Animal Bites Treatment
1. Stop Bleeding
* Apply direct pressure until bleeding stops.
2. Clean and Protect
For a wound or superficial scratch from an animal bite:
* Gently clean with soap and warm water. Rinse for several minutes after cleaning. * Apply antibiotic cream to reduce risk of infection, and cover with a sterile bandage. 3. Get Help
* Get medical help immediately for any animal bite that is more than a superficial scratch or if the animal was a wild animal or stray, regardless of the severity of the injury. * If the animal's owner is available, find out if the animal's rabies shots are up-to-date. Give this information to your health care provider. Thermal Burns Treatment
For All Burns
1. Stop Burning Immediately
* Put out fire or stop the person's contact with hot liquid, steam, or other material. * Help the person "stop, drop, and roll" to smother flames. * Remove smoldering material from the person.
* Remove hot or burned clothing. If clothing sticks to skin, cut or tear around it. 2. Remove Constrictive Clothing Immediately
* Take off jewelry, belts, and tight clothing. Burns can swell quickly. Then take the following steps.
For First-Degree Burns (Affecting Top Layer of Skin)
1. Cool Burn
* Hold burned skin under cool (not cold) running water or immerse in cool water until pain subsides. * Use compresses if running water isn’t available.
2. Protect Burn
* Cover with sterile, non-adhesive bandage or clean cloth. * Do not apply butter or ointments, which can cause infection. 3. Treat Pain
* Give over-the-counter pain reliever such as ibuprofen (Advil, Motrin), acetaminophen (Tylenol), or naproxen (Aleve). Choking Treatment
If the Person Is Conscious but Not Able to Breathe or Talk:
1. Give Back Blows
* Give up to 5 blows between the shoulder blades with the heel of your hand. 2. If Person Is Still Choking, Do Thrusts
If the person is not pregnant or obese, do abdominal thrusts: * Stand behind the person and wrap your arms around the waist. * Place your clenched fist just above the person’s navel. Grab your fist with your other hand. * Quickly pull inward and upward.

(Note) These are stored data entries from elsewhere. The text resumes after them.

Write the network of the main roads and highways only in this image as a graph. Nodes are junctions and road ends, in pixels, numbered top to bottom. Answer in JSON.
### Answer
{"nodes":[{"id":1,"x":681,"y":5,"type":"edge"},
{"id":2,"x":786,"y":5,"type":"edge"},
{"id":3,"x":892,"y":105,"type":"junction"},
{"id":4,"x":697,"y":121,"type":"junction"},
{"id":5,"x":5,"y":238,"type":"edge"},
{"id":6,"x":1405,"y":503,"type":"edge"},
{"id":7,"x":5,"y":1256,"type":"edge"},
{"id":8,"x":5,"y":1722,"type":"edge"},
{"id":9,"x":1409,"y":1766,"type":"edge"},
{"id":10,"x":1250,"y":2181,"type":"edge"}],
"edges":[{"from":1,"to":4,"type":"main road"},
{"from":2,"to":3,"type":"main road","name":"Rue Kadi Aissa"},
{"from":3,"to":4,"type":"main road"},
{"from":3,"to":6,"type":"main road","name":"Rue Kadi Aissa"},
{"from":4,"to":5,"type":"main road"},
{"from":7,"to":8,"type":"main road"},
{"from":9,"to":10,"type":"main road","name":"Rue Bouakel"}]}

* Continue cycles of 5 back blows and 5 abdominal thrusts until the object is coughed up or the person starts to breathe or cough. * Take the object out of his mouth only if you can see it. Never do a finger sweep unless you can see the object in the person's mouth. If the person is obese or pregnant, do high abdominal thrusts: * Stand behind the person, wrap your arms them, and position your hands at the base of the breast bone. * Quickly pull inward and upward.
* Repeat until the object is dislodged.
3. Give CPR, if Necessary
If the obstruction comes out, but the person is not breathing or if the person becomes unconscious: For a child-
1. Check to see if the child is conscious.
* Make sure you and the child are in safe surroundings.
* Tap the child gently.
* Shout, “Are you OK?"
* Look quickly to see if the child has any injuries or medical problems. 2. Check Breathing
* Place your ear near the child’s mouth and nose. Is there breath on your cheek? Is the child’s chest moving? 3. Begin Chest Compressions
If the child doesn’t respond and isn’t breathing:
* Carefully place child on back. For a baby, be careful not to tilt the head back too far. If you suspect a neck or head injury, roll baby over, moving entire body at once. * For a baby, place two fingers on breastbone, For a child, place heel of one hand on center of chest at nipple line. You also can push with one hand on top of the other. * For a child, press down about 2 inches. Make sure not to press on ribs. * For a baby, press down about 1 1/2 inches, about 1/3 to 1/2 the depth of chest. Make sure not to press on the end of the breastbone. * Do 30 chest compressions, at the rate of 100 per minute. Let the chest rise completely between pushes....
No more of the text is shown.